# What happens if you mix 10w-30 with 10w-40?



## bczoom

We have a beater car that burns about 1 qt every 500 miles.
I've been running 10w-30 but I ran out.  I'm looking at a shelf full of 10w-40 that has no use.
What would happen if I started topping off with 10w-40?
BTW - The full oil change is an option but a bit of a bugger on this car (and I would just go out and buy more 10w-30 before doing the change).


----------



## Spiffy1

I've done it; can't say I noticed any effects either positive or negative.

If it's burning that much, I would go to the 10-40 in the first place, unless cold weather starts are giving you trouble.


----------



## California

bczoom said:
			
		

> We have a beater car that burns about 1 qt every 500 miles.

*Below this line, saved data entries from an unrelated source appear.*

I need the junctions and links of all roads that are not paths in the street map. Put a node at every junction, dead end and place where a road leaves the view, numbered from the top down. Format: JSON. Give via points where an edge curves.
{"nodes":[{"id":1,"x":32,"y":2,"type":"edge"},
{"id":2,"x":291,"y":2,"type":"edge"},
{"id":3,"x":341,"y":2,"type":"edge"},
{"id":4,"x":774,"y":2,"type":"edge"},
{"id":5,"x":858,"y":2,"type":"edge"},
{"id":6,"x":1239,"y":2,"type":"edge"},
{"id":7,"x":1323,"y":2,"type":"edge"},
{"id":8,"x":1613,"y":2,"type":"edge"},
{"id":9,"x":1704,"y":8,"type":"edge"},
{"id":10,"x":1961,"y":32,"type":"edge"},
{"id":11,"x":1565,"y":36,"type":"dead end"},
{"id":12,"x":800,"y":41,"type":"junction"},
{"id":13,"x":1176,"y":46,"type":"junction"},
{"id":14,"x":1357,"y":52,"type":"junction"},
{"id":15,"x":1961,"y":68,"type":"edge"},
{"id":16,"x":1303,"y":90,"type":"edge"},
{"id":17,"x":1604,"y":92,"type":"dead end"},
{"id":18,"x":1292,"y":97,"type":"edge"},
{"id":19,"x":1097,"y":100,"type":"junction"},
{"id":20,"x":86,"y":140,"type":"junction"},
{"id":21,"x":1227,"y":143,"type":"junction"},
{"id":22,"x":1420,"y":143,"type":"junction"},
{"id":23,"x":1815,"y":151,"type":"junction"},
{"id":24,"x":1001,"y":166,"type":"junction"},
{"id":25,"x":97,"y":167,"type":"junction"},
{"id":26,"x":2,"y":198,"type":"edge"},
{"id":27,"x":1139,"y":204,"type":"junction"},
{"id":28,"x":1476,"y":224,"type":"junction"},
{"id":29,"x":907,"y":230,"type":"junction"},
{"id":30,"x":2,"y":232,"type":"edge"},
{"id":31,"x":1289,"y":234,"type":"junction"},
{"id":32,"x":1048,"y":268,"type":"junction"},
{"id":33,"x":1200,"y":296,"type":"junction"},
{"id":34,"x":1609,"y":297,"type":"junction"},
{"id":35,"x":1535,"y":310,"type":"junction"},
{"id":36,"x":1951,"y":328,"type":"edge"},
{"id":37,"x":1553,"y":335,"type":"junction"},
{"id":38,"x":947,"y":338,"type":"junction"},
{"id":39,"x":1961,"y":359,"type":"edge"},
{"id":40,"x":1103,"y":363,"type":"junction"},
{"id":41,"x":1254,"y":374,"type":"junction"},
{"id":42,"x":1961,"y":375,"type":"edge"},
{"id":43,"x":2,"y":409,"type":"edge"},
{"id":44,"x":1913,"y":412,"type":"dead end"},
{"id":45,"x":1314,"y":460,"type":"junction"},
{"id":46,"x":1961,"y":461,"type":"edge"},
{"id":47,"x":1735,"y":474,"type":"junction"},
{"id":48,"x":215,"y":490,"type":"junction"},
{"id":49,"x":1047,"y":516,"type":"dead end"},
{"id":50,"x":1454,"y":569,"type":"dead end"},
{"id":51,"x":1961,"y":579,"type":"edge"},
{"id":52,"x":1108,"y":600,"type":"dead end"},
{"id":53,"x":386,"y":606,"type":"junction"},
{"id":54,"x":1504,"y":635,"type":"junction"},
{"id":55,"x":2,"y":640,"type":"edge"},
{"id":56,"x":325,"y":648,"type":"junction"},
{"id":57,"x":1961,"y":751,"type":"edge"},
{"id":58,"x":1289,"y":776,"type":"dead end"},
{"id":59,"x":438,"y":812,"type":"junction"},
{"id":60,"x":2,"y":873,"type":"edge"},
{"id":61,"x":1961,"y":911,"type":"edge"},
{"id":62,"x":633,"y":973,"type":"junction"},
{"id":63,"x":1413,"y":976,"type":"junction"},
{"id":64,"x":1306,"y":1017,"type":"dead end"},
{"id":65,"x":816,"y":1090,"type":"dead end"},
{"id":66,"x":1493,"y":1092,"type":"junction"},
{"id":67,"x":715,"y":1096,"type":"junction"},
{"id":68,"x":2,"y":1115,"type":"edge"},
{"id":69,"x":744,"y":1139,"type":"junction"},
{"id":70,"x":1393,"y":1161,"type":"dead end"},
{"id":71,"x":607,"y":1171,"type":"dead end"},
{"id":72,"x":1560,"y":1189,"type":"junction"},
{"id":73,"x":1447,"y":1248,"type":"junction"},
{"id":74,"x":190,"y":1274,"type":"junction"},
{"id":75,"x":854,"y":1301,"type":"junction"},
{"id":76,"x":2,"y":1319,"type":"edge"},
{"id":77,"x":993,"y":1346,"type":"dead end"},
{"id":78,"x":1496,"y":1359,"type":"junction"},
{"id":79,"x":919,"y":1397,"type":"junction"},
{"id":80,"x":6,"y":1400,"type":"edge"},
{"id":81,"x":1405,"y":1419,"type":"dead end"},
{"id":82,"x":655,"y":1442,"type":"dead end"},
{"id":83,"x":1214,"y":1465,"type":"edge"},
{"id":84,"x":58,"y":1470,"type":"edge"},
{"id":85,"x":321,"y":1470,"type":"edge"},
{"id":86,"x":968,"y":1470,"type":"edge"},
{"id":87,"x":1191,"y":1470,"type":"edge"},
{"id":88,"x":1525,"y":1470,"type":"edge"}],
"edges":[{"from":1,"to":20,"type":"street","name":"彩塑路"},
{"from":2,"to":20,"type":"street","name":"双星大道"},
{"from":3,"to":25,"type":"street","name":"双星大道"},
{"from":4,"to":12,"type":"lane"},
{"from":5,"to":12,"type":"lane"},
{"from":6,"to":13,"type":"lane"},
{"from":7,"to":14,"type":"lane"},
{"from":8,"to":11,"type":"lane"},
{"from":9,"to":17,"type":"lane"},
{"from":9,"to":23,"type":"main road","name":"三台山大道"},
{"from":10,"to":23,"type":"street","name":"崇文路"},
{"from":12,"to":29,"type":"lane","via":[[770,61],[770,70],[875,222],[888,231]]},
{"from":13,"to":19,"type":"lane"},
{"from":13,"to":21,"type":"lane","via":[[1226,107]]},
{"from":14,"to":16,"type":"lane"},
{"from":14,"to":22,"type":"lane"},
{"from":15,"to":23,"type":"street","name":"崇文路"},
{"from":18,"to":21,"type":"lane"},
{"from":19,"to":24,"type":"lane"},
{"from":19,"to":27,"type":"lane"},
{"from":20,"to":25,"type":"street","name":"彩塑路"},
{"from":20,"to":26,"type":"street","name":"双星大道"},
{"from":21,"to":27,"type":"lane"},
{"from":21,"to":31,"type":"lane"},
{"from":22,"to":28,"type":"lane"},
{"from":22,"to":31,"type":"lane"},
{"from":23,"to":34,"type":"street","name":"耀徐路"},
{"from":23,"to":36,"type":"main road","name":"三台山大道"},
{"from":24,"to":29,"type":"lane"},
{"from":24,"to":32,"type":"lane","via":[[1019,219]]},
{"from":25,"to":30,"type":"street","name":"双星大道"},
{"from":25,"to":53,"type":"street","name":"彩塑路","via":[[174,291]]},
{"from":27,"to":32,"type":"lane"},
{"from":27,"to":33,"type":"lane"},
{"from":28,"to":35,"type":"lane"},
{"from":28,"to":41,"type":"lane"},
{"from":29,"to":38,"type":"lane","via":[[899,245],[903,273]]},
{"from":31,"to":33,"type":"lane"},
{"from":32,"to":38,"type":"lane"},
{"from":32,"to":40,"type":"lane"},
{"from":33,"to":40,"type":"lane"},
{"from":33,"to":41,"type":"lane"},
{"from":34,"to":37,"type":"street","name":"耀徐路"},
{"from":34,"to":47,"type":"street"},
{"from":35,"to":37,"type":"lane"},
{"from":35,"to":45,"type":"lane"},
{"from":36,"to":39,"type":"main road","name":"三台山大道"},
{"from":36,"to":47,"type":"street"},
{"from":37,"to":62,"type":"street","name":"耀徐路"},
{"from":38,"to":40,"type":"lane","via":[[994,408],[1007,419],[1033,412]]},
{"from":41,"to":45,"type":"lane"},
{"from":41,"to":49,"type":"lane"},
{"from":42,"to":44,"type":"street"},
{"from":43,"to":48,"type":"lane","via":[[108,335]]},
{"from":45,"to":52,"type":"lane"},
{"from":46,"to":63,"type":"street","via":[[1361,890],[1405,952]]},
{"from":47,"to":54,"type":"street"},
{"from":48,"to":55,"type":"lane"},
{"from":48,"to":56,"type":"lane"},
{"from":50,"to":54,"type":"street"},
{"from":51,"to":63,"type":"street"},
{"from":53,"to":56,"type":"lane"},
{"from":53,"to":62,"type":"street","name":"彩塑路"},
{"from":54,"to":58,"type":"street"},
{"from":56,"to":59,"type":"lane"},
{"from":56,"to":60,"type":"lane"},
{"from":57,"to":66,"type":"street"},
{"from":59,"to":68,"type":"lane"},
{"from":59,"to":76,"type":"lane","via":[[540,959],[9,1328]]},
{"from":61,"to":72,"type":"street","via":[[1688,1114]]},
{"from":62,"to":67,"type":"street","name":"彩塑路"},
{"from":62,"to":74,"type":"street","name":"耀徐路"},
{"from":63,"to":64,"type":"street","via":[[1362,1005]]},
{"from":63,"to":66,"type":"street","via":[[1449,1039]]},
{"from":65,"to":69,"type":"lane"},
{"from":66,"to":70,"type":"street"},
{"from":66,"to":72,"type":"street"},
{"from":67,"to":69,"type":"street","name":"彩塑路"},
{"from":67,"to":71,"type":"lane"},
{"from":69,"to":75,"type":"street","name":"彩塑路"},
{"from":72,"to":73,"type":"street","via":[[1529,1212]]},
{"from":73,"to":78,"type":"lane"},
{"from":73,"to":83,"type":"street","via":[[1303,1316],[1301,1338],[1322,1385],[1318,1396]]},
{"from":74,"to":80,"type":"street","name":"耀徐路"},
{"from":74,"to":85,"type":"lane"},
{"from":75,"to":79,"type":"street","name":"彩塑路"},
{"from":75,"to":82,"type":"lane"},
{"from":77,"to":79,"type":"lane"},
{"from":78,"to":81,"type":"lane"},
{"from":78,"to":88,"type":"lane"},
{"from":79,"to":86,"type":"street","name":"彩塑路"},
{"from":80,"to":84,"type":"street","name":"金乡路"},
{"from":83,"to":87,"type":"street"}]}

That thing is a perfect candidate to use up all the miscellaneous oil you have around. Just pour in whatever you have. 

I wouldn't worry about increasing wear in the engine, it's already damaged to the extent that oil grade won't make any discernable difference. Quality oil will preserve an engine for the future but in this case the distant future is irrelevant.

And with that high consumption it is pointless to change the oil more than annually - it's already getting five quarts of fresh oil every 2500 miles!

Been there done that.


----------



## Junkman

When you start to run out of new oil, start to recycle the old stuff.  If it is burnign that much, you won't have to worry about any contaminants causing problems other than the enviormental ones.  I had a car like that back in the 1960's and put Gulf Saphire Oil in when I couldn't find the recycled stuff in the stations.  Recycled oil that had been re refined used to be a big business in the 1960's.  Then the cost of rerefining old oil got too expensive and it seems to have dried up.  Safety Kleen sell a rerefined oil still.  The product line is called America's Choice.....


----------



## thcri RIP

Back many moons ago I had a friend that had an old "egg beater" we called them.  He use to come into the gas station I worked at and go over to the used oil bin and fill up his car.  He would fill his gas tank up every other oil fill.  I just can't imagine what he put in there since just about everything was dumped in that bin.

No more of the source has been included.